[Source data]
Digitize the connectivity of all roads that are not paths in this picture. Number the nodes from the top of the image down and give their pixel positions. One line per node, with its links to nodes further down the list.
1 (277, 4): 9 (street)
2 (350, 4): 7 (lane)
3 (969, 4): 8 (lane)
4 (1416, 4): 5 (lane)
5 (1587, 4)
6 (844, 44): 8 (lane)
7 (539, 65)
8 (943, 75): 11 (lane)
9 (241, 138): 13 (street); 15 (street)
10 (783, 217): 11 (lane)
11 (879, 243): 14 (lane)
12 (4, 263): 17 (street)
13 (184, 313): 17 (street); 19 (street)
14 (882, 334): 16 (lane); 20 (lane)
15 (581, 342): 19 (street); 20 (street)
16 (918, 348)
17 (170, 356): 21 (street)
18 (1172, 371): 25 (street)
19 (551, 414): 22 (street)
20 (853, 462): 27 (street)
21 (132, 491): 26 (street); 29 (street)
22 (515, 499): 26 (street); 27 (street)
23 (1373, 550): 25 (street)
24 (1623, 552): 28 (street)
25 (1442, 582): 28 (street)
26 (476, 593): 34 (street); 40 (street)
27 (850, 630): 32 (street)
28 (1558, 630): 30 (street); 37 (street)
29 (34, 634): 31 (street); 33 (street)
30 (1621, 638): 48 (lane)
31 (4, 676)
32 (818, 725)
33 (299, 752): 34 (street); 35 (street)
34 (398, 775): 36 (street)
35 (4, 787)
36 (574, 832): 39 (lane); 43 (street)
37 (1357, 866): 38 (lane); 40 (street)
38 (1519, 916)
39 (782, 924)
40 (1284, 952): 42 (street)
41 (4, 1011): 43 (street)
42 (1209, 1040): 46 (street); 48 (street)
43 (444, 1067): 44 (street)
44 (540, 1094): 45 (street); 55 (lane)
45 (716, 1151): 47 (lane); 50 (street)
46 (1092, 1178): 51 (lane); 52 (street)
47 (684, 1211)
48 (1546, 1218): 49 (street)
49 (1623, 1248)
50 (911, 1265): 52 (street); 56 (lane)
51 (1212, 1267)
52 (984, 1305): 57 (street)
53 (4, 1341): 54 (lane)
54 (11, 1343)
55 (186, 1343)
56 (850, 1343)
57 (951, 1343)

__WHAT YOU WILL DO__
An exact repetition of all the records above is required.

__ANSWER AREA__
Digitize the connectivity of all roads that are not paths in this picture. Number the nodes from the top of the image down and give their pixel positions. One line per node, with its links to nodes further down the list.
1 (277, 4): 9 (street)
2 (350, 4): 7 (lane)
3 (969, 4): 8 (lane)
4 (1416, 4): 5 (lane)
5 (1587, 4)
6 (844, 44): 8 (lane)
7 (539, 65)
8 (943, 75): 11 (lane)
9 (241, 138): 13 (street); 15 (street)
10 (783, 217): 11 (lane)
11 (879, 243): 14 (lane)
12 (4, 263): 17 (street)
13 (184, 313): 17 (street); 19 (street)
14 (882, 334): 16 (lane); 20 (lane)
15 (581, 342): 19 (street); 20 (street)
16 (918, 348)
17 (170, 356): 21 (street)
18 (1172, 371): 25 (street)
19 (551, 414): 22 (street)
20 (853, 462): 27 (street)
21 (132, 491): 26 (street); 29 (street)
22 (515, 499): 26 (street); 27 (street)
23 (1373, 550): 25 (street)
24 (1623, 552): 28 (street)
25 (1442, 582): 28 (street)
26 (476, 593): 34 (street); 40 (street)
27 (850, 630): 32 (street)
28 (1558, 630): 30 (street); 37 (street)
29 (34, 634): 31 (street); 33 (street)
30 (1621, 638): 48 (lane)
31 (4, 676)
32 (818, 725)
33 (299, 752): 34 (street); 35 (street)
34 (398, 775): 36 (street)
35 (4, 787)
36 (574, 832): 39 (lane); 43 (street)
37 (1357, 866): 38 (lane); 40 (street)
38 (1519, 916)
39 (782, 924)
40 (1284, 952): 42 (street)
41 (4, 1011): 43 (street)
42 (1209, 1040): 46 (street); 48 (street)
43 (444, 1067): 44 (street)
44 (540, 1094): 45 (street); 55 (lane)
45 (716, 1151): 47 (lane); 50 (street)
46 (1092, 1178): 51 (lane); 52 (street)
47 (684, 1211)
48 (1546, 1218): 49 (street)
49 (1623, 1248)
50 (911, 1265): 52 (street); 56 (lane)
51 (1212, 1267)
52 (984, 1305): 57 (street)
53 (4, 1341): 54 (lane)
54 (11, 1343)
55 (186, 1343)
56 (850, 1343)
57 (951, 1343)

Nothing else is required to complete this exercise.